• _WORK REQUEST_
Filter the entries down to the lines holding "than", then copy those lines.

• _DATA TO PROCESS_
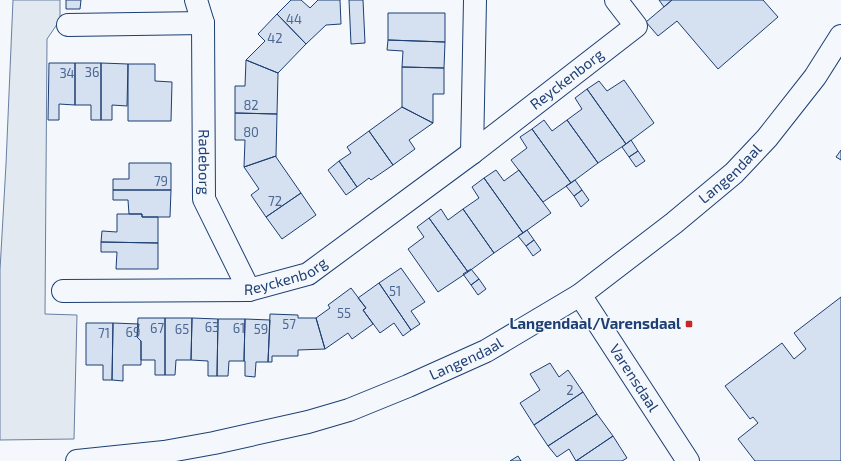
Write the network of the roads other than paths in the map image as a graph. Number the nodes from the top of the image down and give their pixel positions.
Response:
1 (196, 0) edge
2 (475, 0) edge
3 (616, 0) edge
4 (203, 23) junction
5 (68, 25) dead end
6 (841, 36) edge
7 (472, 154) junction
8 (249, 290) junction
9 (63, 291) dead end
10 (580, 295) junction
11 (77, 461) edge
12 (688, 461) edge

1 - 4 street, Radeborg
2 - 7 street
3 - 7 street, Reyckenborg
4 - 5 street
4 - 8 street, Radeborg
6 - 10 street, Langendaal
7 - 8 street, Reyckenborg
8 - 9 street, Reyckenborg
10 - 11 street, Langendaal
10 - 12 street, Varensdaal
...
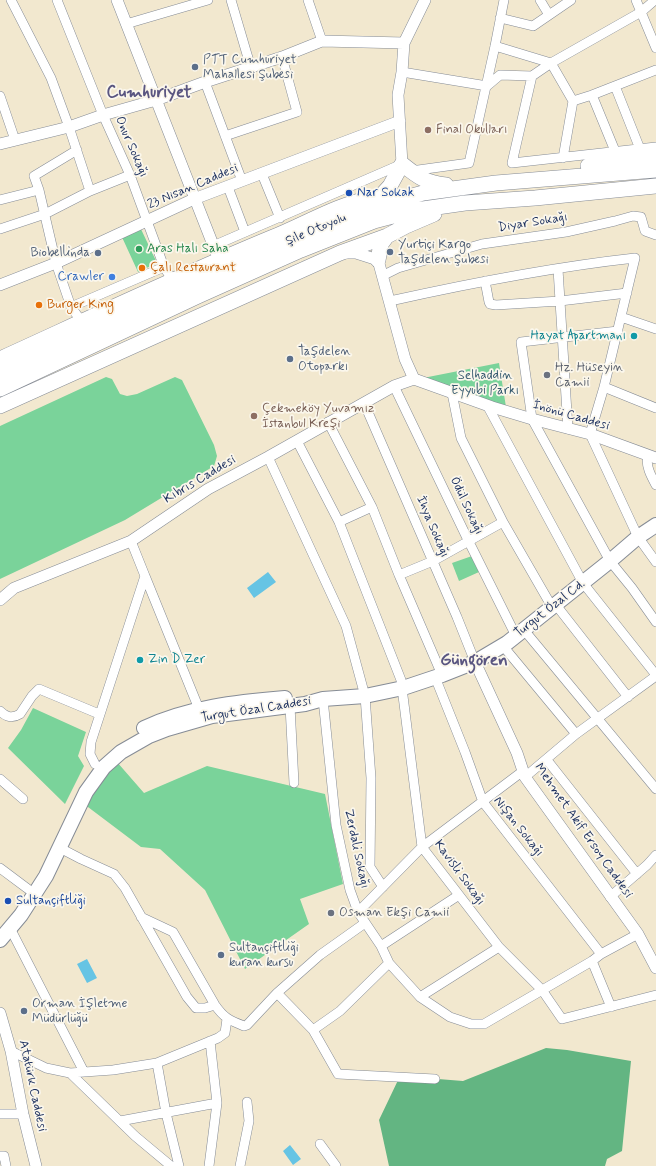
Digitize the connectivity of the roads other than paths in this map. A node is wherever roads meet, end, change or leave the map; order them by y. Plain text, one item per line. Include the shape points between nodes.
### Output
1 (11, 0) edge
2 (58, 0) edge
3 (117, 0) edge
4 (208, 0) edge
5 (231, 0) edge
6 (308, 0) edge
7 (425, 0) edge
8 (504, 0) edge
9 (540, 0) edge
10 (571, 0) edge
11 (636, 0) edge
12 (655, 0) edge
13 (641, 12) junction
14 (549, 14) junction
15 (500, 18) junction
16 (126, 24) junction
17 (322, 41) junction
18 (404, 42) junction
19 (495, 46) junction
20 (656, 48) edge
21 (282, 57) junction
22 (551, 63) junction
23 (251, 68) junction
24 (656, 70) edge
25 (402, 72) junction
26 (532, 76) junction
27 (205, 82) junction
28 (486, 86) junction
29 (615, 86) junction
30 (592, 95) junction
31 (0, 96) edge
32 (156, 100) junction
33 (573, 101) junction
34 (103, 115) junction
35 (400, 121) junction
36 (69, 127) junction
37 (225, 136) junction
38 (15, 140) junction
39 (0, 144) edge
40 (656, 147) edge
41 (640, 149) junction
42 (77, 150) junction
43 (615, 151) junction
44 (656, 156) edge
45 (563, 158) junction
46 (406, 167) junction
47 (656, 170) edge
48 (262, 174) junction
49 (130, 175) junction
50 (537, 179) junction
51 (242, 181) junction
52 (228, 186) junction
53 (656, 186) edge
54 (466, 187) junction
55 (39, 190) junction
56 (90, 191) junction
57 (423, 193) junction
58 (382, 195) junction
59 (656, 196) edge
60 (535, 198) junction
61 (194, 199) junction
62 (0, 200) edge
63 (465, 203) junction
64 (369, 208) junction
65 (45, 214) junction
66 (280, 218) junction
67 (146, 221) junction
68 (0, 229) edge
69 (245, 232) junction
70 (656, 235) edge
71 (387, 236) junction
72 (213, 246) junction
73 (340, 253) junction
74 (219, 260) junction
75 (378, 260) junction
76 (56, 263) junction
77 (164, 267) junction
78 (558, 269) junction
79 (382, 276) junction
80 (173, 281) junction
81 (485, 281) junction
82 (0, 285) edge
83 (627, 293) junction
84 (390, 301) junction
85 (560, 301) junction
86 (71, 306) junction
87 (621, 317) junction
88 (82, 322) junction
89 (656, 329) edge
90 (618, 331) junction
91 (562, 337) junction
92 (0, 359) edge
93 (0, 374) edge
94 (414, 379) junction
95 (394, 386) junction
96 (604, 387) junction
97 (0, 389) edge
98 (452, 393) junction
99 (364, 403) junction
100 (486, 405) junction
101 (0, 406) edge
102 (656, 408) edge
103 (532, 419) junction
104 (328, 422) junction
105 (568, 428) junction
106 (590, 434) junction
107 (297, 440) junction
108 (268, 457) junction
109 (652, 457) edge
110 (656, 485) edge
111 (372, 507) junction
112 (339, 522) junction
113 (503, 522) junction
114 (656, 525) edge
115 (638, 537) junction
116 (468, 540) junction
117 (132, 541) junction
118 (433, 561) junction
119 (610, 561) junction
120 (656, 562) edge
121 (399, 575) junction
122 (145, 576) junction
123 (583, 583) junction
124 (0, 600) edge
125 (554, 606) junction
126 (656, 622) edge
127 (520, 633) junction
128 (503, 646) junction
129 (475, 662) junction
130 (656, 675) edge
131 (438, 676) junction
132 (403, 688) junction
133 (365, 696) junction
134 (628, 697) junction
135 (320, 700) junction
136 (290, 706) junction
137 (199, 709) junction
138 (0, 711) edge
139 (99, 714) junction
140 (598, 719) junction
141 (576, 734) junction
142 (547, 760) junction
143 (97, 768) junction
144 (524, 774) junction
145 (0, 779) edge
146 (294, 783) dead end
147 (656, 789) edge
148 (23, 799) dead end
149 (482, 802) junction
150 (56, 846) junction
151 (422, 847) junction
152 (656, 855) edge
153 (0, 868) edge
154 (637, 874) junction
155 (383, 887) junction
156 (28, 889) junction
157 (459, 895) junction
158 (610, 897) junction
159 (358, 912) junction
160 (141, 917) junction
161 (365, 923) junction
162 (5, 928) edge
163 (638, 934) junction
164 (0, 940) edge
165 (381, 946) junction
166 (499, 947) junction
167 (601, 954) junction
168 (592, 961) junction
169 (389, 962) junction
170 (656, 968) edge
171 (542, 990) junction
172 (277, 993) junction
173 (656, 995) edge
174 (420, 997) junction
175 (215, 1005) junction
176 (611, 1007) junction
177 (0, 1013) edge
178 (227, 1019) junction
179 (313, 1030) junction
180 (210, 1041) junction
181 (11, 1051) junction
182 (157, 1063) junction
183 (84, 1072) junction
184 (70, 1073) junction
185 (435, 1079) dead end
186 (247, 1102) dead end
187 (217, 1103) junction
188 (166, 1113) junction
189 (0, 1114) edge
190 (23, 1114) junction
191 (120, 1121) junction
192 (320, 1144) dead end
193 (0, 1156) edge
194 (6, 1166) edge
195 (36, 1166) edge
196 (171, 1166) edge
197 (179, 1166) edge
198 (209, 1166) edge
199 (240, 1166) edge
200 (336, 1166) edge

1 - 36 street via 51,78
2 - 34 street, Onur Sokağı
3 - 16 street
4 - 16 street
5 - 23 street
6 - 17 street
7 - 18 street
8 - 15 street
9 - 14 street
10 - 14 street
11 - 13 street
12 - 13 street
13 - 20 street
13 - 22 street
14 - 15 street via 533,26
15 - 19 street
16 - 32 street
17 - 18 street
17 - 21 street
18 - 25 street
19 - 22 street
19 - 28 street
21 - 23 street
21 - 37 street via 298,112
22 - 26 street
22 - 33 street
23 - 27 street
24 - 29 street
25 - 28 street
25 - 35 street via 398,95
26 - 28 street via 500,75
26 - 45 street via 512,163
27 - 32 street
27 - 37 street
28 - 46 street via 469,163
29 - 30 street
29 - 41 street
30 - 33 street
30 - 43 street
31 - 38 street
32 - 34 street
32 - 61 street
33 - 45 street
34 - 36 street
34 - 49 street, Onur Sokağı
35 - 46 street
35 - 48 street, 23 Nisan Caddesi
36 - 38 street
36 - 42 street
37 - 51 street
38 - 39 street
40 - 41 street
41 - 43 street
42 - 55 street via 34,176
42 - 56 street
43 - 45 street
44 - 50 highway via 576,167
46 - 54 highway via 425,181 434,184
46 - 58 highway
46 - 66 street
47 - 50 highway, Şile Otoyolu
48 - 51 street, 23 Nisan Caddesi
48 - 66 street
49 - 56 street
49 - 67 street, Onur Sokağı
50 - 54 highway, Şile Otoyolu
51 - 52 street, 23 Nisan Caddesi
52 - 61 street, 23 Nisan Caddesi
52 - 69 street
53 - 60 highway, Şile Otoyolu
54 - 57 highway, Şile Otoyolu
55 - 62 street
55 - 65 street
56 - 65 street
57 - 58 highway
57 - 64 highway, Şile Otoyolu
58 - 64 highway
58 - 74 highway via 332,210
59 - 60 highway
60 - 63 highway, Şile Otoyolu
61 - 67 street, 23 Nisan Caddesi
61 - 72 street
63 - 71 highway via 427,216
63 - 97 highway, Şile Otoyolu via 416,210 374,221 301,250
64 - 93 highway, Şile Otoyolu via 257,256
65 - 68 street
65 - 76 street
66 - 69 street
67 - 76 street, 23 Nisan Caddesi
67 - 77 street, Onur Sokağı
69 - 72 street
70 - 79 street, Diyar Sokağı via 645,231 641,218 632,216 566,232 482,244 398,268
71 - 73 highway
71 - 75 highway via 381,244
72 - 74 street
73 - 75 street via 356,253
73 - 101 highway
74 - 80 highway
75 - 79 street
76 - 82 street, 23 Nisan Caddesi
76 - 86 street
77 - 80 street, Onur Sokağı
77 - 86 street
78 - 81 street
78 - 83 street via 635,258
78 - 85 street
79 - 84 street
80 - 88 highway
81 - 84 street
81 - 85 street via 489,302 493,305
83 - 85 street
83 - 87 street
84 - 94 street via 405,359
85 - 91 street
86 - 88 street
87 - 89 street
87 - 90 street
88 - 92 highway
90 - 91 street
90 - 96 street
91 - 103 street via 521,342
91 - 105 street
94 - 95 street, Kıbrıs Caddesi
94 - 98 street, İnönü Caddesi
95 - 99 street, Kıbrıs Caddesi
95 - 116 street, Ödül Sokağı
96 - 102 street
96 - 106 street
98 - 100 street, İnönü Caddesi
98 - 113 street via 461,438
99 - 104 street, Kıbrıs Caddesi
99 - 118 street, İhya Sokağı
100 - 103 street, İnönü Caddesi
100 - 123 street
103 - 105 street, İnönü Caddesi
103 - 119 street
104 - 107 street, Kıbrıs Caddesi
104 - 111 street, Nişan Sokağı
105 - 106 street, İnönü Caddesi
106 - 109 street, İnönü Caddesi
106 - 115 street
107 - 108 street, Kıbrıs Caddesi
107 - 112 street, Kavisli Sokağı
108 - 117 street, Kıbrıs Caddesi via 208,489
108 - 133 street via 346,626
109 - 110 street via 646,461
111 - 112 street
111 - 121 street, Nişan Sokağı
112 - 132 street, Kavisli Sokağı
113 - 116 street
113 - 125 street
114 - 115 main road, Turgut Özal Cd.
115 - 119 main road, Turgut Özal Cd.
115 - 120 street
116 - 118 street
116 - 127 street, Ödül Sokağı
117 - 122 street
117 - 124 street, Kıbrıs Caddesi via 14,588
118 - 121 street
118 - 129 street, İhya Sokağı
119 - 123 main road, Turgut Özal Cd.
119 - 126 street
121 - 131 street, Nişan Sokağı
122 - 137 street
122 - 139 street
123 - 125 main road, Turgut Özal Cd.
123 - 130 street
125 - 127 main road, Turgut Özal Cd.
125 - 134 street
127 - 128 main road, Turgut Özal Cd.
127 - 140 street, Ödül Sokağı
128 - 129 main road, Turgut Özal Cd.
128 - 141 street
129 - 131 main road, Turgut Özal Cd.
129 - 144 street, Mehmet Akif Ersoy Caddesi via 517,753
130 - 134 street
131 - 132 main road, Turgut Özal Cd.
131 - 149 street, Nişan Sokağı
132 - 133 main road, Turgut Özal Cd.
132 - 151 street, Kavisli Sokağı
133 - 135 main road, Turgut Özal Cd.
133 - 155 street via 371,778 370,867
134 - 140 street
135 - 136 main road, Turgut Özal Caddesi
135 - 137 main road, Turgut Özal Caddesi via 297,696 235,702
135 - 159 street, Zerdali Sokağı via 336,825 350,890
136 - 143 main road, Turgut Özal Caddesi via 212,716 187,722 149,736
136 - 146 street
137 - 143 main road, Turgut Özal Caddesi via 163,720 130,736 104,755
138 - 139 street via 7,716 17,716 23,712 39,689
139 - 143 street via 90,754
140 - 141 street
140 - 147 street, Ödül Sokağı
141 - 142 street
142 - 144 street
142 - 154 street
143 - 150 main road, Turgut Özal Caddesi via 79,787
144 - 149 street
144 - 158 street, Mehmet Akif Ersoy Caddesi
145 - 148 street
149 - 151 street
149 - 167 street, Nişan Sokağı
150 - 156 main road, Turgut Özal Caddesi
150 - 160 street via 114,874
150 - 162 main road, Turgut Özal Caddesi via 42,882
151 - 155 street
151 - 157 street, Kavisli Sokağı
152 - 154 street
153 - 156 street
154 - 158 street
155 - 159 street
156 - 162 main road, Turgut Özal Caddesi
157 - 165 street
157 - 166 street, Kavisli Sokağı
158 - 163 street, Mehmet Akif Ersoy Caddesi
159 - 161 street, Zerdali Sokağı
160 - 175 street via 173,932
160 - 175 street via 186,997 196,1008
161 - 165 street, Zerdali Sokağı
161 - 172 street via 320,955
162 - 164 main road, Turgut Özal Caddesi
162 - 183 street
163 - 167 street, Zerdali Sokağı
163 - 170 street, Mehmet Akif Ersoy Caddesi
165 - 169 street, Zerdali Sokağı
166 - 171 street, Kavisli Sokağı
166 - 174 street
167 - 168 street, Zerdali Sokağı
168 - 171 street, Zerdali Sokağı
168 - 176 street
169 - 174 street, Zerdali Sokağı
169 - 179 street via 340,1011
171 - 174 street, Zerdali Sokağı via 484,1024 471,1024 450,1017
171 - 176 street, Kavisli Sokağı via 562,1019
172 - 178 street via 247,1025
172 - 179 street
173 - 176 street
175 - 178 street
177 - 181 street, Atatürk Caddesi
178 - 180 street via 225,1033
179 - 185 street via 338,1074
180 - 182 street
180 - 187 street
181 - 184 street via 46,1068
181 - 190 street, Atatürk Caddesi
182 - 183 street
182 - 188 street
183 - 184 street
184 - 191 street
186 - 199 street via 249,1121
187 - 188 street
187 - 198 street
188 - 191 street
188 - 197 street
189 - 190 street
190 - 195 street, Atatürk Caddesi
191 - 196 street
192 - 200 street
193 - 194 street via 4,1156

• _TASK SOLUTION_
Write the network of the roads other than paths in the map image as a graph. Number the nodes from the top of the image down and give their pixel positions.
Digitize the connectivity of the roads other than paths in this map. A node is wherever roads meet, end, change or leave the map; order them by y. Plain text, one item per line. Include the shape points between nodes.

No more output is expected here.